◆ Records shown
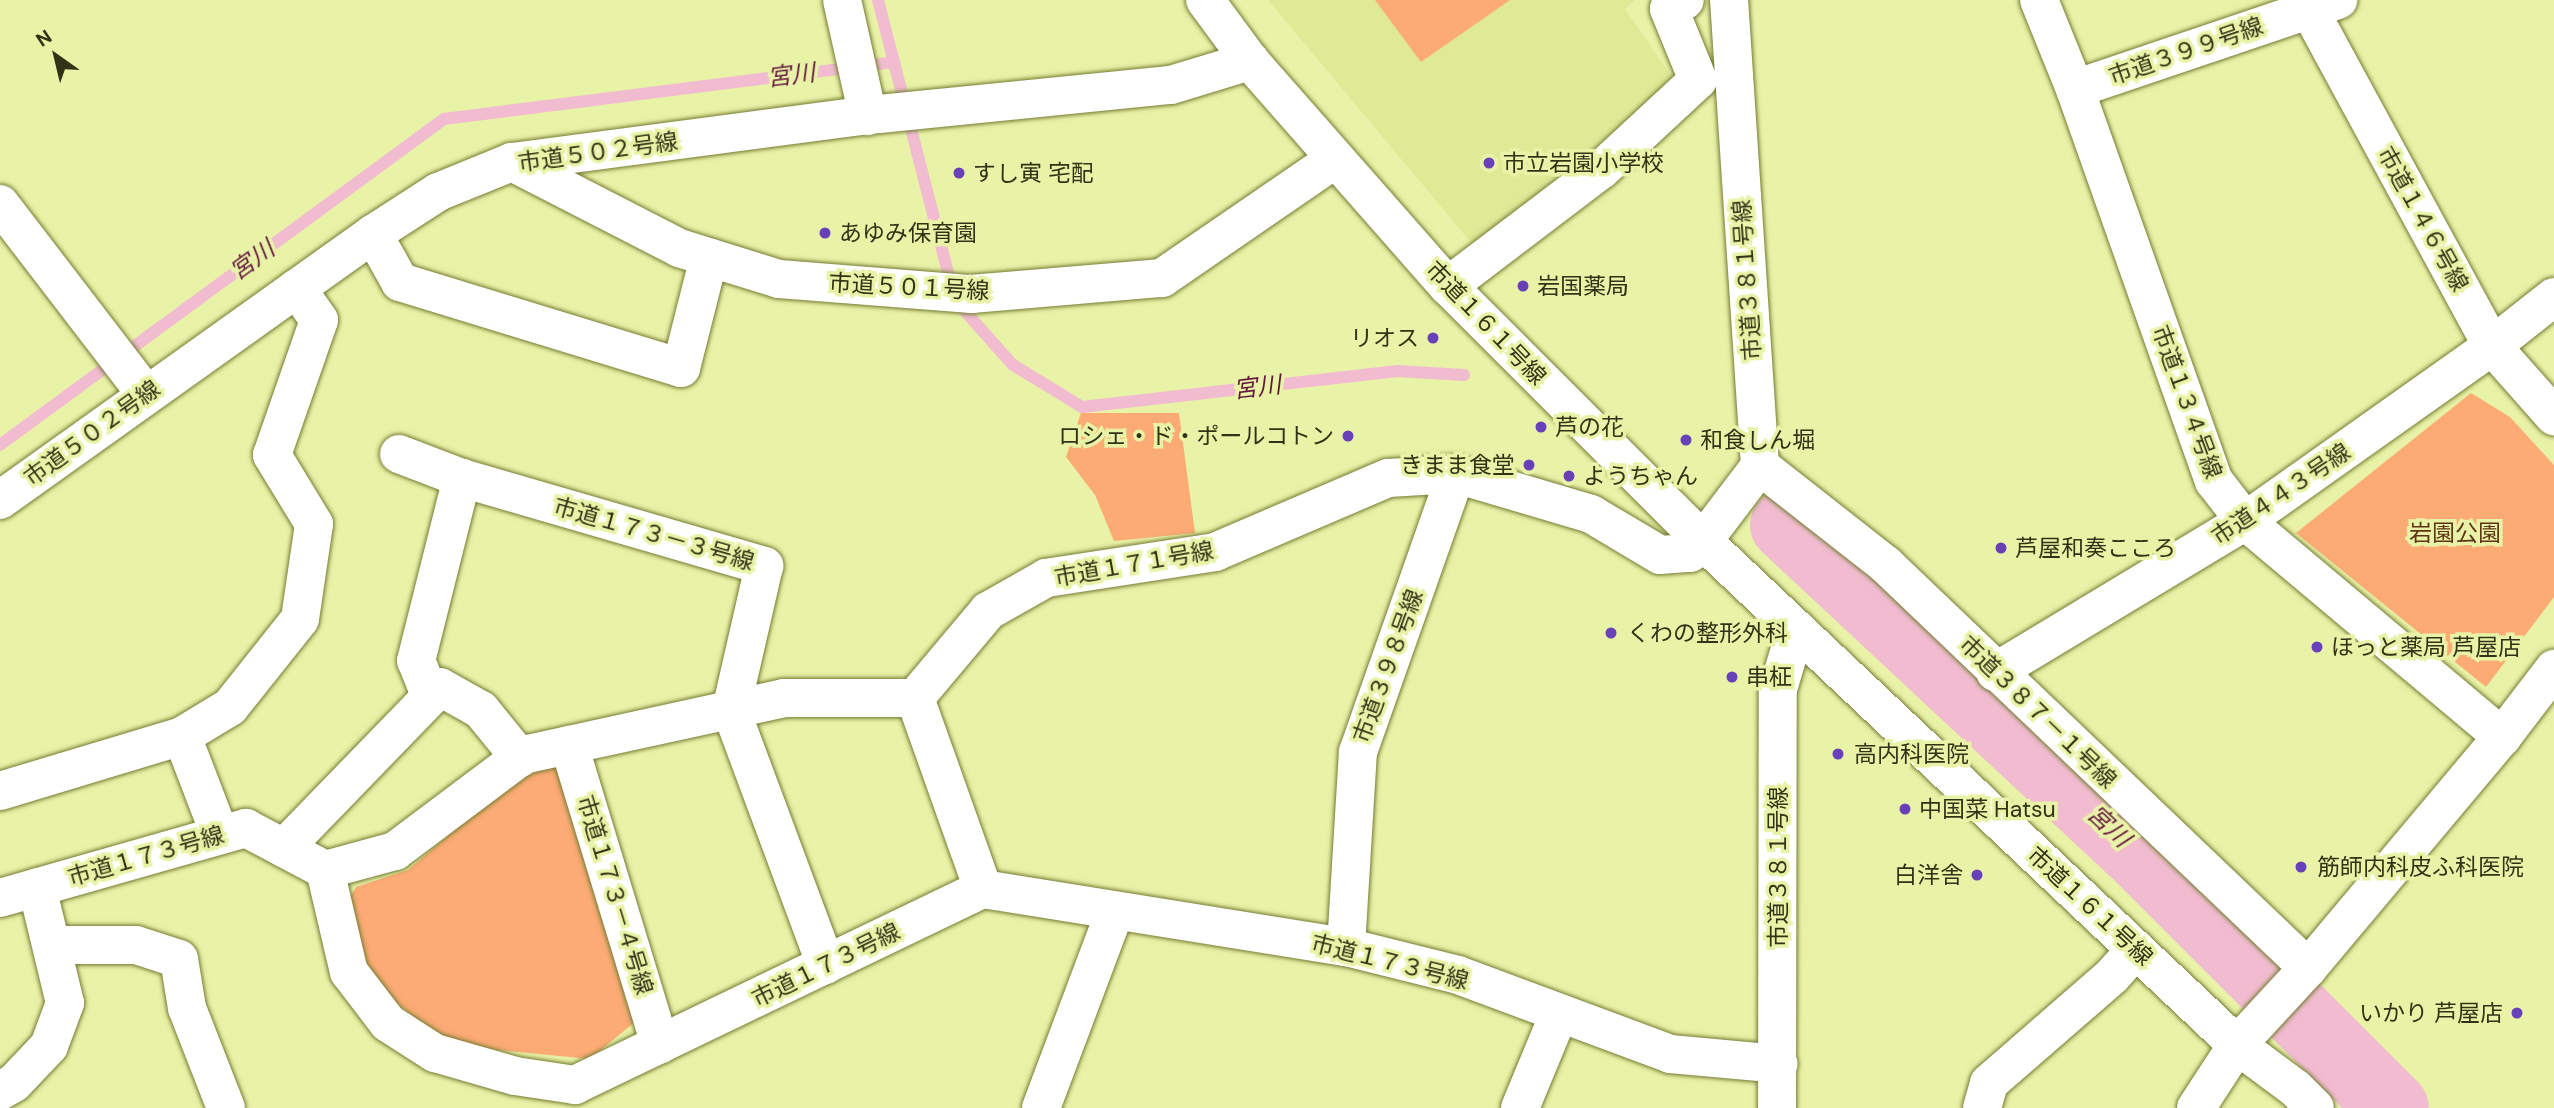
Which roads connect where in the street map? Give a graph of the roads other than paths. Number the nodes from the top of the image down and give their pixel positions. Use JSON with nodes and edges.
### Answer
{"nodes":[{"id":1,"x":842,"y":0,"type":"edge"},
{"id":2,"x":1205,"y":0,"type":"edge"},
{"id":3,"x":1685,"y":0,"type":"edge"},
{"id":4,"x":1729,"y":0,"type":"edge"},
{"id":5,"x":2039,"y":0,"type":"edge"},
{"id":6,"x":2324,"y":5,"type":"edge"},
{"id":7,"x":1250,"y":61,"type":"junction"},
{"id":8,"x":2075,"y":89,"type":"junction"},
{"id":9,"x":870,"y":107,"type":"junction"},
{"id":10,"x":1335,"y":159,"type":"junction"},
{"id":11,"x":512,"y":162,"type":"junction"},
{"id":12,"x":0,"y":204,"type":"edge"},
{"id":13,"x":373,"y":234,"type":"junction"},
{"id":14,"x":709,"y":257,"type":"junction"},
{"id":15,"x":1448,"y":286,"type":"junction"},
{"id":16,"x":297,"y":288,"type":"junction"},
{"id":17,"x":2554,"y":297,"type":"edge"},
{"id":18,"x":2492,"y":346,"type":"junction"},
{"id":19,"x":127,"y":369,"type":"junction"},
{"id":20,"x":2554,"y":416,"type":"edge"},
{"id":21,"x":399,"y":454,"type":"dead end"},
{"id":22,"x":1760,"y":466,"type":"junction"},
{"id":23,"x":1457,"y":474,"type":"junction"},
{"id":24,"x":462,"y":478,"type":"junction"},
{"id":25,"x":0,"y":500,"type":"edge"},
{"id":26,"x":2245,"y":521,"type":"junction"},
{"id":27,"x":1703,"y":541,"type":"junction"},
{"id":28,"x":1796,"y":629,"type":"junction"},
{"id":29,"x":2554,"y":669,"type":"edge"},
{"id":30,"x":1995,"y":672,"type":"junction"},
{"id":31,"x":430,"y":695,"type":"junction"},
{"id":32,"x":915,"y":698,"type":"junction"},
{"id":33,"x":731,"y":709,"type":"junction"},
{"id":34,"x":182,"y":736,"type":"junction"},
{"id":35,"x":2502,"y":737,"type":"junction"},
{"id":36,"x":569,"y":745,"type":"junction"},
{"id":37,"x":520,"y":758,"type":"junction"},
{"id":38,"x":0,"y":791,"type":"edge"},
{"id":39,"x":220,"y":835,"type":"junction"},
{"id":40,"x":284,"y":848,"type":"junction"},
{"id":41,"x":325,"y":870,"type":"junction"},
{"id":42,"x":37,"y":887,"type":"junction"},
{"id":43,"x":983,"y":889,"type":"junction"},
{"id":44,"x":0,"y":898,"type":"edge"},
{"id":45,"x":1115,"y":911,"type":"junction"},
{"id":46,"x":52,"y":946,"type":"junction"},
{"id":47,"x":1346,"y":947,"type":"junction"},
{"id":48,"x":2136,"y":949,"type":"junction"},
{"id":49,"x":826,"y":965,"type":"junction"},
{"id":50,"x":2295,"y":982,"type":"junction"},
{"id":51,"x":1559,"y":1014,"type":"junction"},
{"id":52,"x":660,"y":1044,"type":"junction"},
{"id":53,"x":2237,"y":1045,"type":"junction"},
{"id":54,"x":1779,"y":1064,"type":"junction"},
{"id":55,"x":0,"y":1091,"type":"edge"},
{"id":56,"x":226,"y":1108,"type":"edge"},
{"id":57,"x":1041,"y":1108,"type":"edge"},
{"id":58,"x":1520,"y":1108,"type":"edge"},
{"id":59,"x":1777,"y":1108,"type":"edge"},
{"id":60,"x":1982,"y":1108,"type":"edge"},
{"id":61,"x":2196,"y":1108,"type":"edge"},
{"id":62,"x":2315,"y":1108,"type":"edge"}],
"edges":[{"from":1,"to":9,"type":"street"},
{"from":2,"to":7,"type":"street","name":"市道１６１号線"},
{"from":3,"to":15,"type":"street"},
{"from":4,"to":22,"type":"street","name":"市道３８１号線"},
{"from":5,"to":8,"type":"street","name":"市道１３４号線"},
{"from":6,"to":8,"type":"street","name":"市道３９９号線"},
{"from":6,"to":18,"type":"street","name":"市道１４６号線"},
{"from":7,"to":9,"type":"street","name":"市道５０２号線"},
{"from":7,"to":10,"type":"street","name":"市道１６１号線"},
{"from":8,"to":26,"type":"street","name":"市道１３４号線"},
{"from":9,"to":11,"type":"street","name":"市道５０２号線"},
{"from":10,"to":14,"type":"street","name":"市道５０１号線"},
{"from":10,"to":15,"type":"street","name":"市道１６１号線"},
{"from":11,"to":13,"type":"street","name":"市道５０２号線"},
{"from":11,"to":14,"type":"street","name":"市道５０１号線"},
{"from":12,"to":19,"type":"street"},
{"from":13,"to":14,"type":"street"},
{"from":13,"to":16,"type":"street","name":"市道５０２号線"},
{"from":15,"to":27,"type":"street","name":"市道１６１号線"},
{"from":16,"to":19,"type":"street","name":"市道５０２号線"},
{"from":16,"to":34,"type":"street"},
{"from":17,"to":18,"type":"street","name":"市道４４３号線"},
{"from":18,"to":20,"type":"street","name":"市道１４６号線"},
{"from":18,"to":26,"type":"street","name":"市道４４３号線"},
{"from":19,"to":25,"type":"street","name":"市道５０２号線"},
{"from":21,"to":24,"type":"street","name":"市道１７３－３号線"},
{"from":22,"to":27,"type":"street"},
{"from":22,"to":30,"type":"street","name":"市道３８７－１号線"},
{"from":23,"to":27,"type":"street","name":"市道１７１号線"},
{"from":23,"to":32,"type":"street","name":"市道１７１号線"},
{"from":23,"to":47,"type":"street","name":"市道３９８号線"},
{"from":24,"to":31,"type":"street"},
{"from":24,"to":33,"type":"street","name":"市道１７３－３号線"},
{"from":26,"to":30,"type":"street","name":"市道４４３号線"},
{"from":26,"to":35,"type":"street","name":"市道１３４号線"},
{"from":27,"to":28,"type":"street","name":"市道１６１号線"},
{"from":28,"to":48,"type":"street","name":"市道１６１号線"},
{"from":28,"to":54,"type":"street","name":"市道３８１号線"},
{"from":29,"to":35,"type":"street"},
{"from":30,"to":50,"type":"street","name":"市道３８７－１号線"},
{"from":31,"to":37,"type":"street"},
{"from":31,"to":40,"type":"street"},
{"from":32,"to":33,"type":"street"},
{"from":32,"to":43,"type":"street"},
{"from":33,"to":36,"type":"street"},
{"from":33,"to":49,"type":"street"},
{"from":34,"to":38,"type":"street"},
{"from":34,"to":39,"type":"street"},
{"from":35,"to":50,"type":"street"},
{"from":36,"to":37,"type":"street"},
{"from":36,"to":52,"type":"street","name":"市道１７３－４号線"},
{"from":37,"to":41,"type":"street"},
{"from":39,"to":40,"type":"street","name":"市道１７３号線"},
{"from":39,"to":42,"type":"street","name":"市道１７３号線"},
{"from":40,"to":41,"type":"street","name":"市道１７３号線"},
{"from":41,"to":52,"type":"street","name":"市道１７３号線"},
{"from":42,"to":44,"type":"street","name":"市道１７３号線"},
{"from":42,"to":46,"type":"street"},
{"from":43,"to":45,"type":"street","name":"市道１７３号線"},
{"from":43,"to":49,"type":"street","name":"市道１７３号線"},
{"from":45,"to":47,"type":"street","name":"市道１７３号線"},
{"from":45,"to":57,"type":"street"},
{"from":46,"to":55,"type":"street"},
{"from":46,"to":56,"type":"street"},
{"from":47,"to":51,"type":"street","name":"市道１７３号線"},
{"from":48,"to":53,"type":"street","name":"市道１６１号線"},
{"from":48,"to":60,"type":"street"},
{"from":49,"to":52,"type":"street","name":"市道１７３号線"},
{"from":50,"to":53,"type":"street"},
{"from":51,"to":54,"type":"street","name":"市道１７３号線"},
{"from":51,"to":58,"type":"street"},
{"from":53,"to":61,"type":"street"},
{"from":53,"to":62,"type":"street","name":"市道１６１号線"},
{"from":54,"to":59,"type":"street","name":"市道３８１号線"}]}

◆ Your goal
What lines in the material above contain the word "edges"? Copy them out.

◆ Reply
Which roads connect where in the street map? Give a graph of the roads other than paths. Number the nodes from the top of the image down and give their pixel positions. Use JSON with nodes and edges.
"edges":[{"from":1,"to":9,"type":"street"},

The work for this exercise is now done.